▶ **Exercise inputs**

+-------+

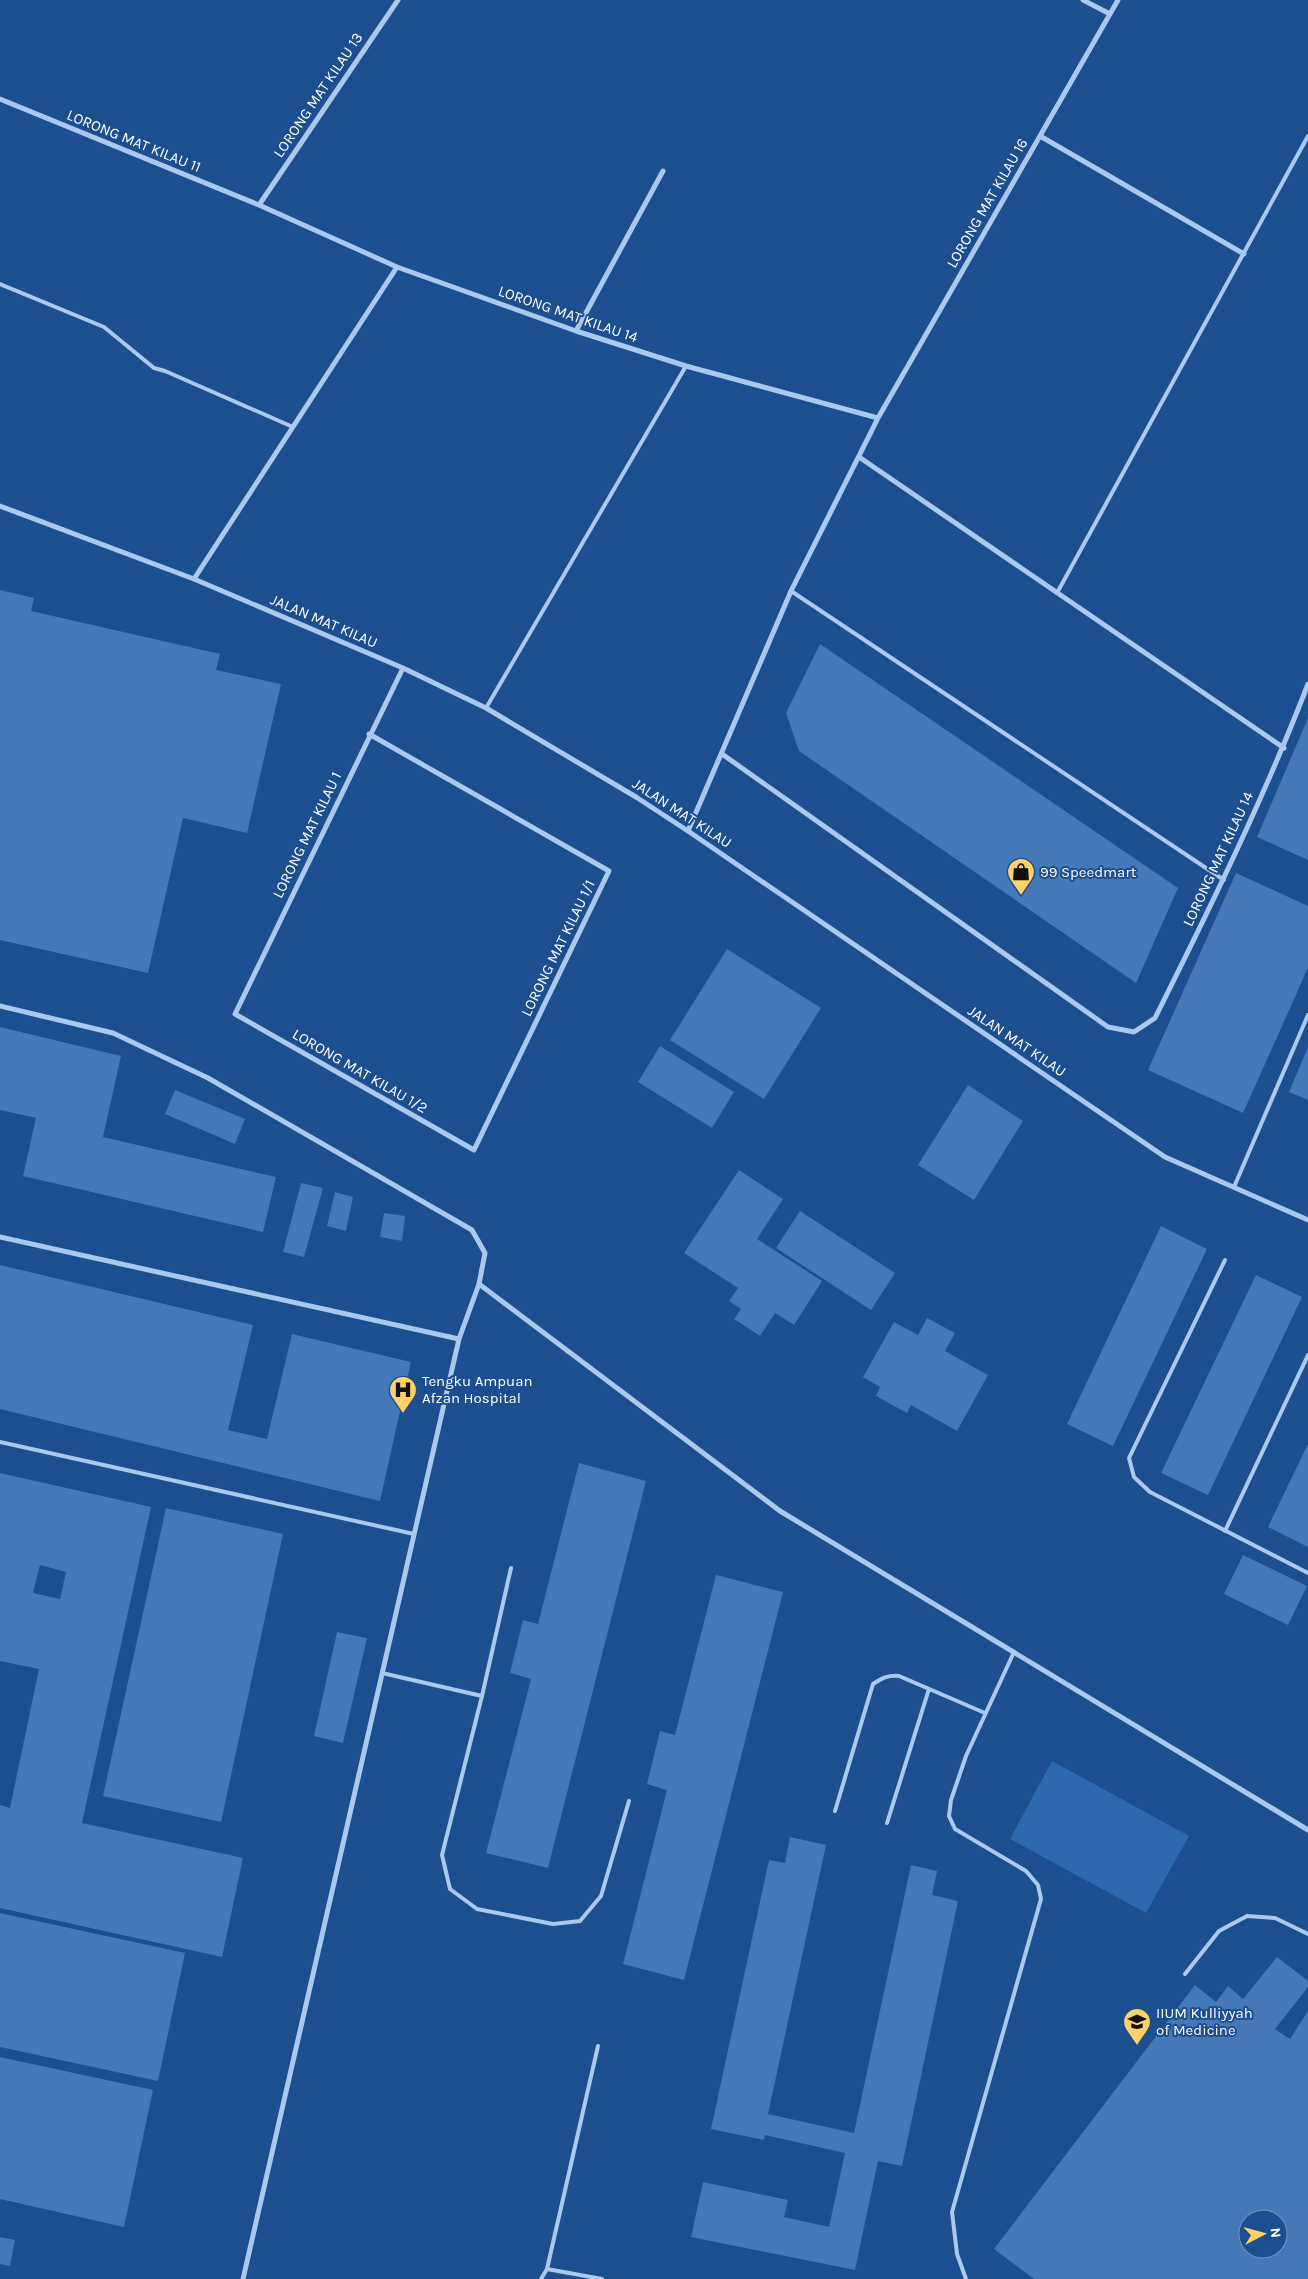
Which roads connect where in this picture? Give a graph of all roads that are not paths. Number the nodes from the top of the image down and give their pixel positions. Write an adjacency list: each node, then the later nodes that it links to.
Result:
1 (398, 0): 9 (street, LORONG MAT KILAU 13)
2 (1083, 0): 4 (street)
3 (1118, 0): 4 (street, LORONG MAT KILAU 16)
4 (1110, 14): 6 (street, LORONG MAT KILAU 16)
5 (0, 100): 9 (street, LORONG MAT KILAU 11)
6 (1040, 136): 10 (street); 15 (street, LORONG MAT KILAU 16)
7 (1308, 136): 10 (lane)
8 (663, 171): 13 (street)
9 (259, 205): 11 (street, LORONG MAT KILAU 14)
10 (1244, 254): 21 (lane)
11 (397, 267): 13 (street, LORONG MAT KILAU 14); 16 (street)
12 (0, 284): 16 (lane)
13 (576, 331): 14 (street, LORONG MAT KILAU 14)
14 (686, 366): 15 (street, LORONG MAT KILAU 14); 24 (lane)
15 (878, 418): 17 (street, LORONG MAT KILAU 16)
16 (293, 427): 19 (street)
17 (859, 457): 20 (street, LORONG MAT KILAU 16); 21 (street)
18 (0, 506): 19 (street, JALAN MAT KILAU)
19 (194, 579): 22 (street, JALAN MAT KILAU)
20 (791, 591): 27 (street, LORONG MAT KILAU 16); 29 (lane)
21 (1058, 593): 26 (street)
22 (403, 668): 24 (street, JALAN MAT KILAU); 25 (street, LORONG MAT KILAU 1)
23 (1308, 684): 26 (street, LORONG MAT KILAU 14)
24 (486, 708): 28 (street, JALAN MAT KILAU)
25 (369, 734): 31 (street, LORONG MAT KILAU 1); 33 (street, LORONG MAT KILAU 1/1)
26 (1284, 748): 29 (street, LORONG MAT KILAU 14)
27 (722, 754): 28 (street, LORONG MAT KILAU 16); 29 (street, LORONG MAT KILAU 14)
28 (688, 831): 34 (street, JALAN MAT KILAU)
29 (1224, 880)
30 (0, 1006): 38 (street)
31 (235, 1014): 33 (street, LORONG MAT KILAU 1/2)
32 (1308, 1015): 34 (lane)
33 (474, 1150)
34 (1234, 1187): 35 (street, JALAN MAT KILAU)
35 (1308, 1220)
36 (0, 1237): 39 (street)
37 (1225, 1260): 42 (lane)
38 (479, 1284): 39 (street); 46 (street)
39 (459, 1339): 43 (street)
40 (1308, 1355): 42 (lane)
41 (0, 1442): 43 (lane)
42 (1225, 1531): 45 (lane)
43 (414, 1534): 47 (street)
44 (510, 1568): 49 (lane)
45 (1308, 1574)
46 (1014, 1652): 50 (lane); 54 (street)
47 (382, 1673): 49 (lane); 59 (street)
48 (929, 1689): 50 (lane); 52 (lane); 53 (lane)
49 (482, 1696): 51 (lane)
50 (985, 1714): 62 (lane)
51 (629, 1801)
52 (835, 1811)
53 (887, 1823)
54 (1308, 1830)
55 (1308, 1934): 56 (lane)
56 (1185, 1974)
57 (598, 2046): 58 (lane)
58 (547, 2269): 60 (lane); 61 (lane)
59 (243, 2279)
60 (541, 2279)
61 (602, 2279)
62 (966, 2279)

+-------+

Check each line of the listing for "JALAN", and copy the ones that hold it.

▶ **Exercise result**
18 (0, 506): 19 (street, JALAN MAT KILAU)
19 (194, 579): 22 (street, JALAN MAT KILAU)
22 (403, 668): 24 (street, JALAN MAT KILAU); 25 (street, LORONG MAT KILAU 1)
24 (486, 708): 28 (street, JALAN MAT KILAU)
28 (688, 831): 34 (street, JALAN MAT KILAU)
34 (1234, 1187): 35 (street, JALAN MAT KILAU)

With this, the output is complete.